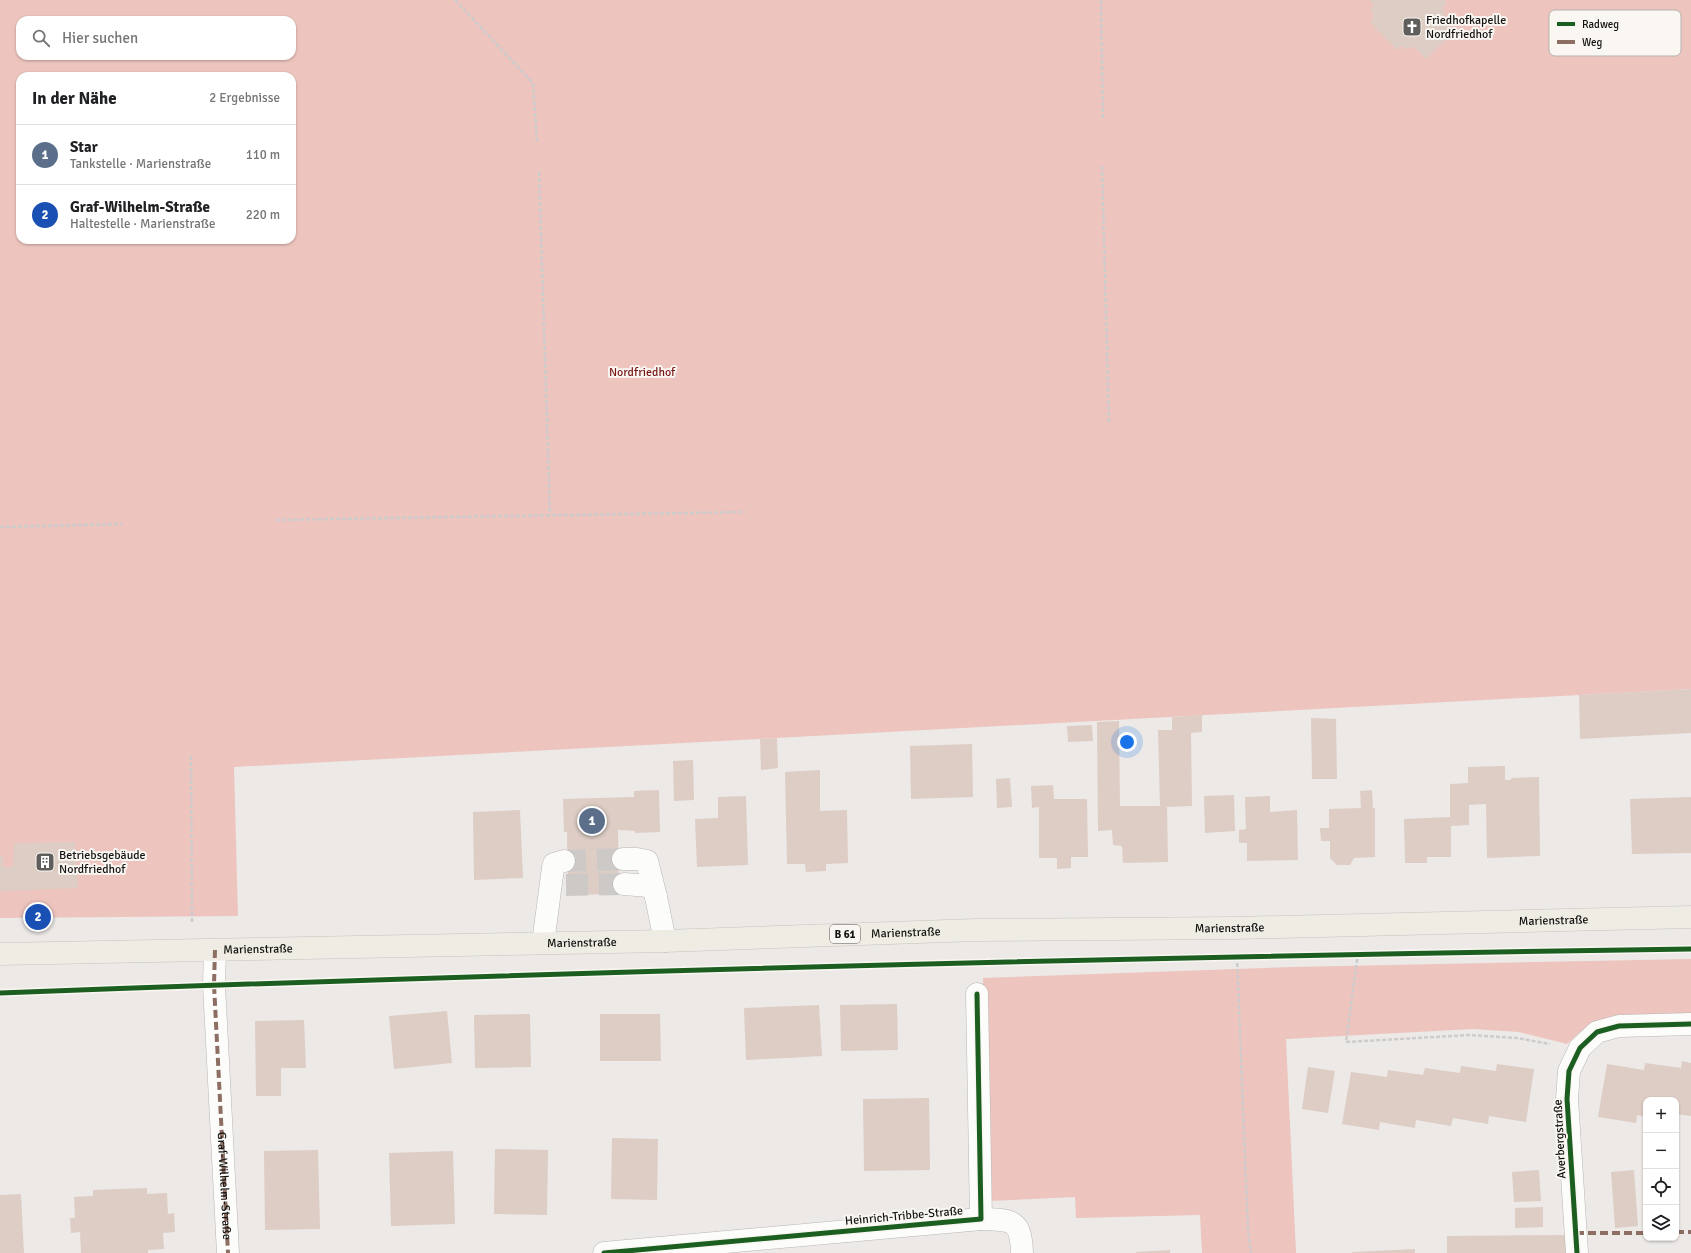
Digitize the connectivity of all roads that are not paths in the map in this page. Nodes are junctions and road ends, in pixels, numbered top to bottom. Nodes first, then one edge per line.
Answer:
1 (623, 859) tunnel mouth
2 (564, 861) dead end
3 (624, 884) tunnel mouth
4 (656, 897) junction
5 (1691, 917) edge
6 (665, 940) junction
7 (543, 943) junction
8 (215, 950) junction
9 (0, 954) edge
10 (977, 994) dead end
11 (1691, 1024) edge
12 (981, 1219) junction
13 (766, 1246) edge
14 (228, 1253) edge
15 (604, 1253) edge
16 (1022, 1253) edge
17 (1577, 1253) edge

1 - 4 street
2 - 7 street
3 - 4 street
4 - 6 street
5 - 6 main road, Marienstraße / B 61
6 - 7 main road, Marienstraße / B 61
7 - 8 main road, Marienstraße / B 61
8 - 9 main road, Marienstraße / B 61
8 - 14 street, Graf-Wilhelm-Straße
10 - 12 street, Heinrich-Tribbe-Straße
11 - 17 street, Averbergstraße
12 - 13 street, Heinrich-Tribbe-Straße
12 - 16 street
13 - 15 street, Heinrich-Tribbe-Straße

— WHAT TO DO —
Write all the entries again word for word, minus the pictures.

— WRITTEN ANSWER —
Digitize the connectivity of all roads that are not paths in the map in this page. Nodes are junctions and road ends, in pixels, numbered top to bottom. Nodes first, then one edge per line.
Answer:
1 (623, 859) tunnel mouth
2 (564, 861) dead end
3 (624, 884) tunnel mouth
4 (656, 897) junction
5 (1691, 917) edge
6 (665, 940) junction
7 (543, 943) junction
8 (215, 950) junction
9 (0, 954) edge
10 (977, 994) dead end
11 (1691, 1024) edge
12 (981, 1219) junction
13 (766, 1246) edge
14 (228, 1253) edge
15 (604, 1253) edge
16 (1022, 1253) edge
17 (1577, 1253) edge

1 - 4 street
2 - 7 street
3 - 4 street
4 - 6 street
5 - 6 main road, Marienstraße / B 61
6 - 7 main road, Marienstraße / B 61
7 - 8 main road, Marienstraße / B 61
8 - 9 main road, Marienstraße / B 61
8 - 14 street, Graf-Wilhelm-Straße
10 - 12 street, Heinrich-Tribbe-Straße
11 - 17 street, Averbergstraße
12 - 13 street, Heinrich-Tribbe-Straße
12 - 16 street
13 - 15 street, Heinrich-Tribbe-Straße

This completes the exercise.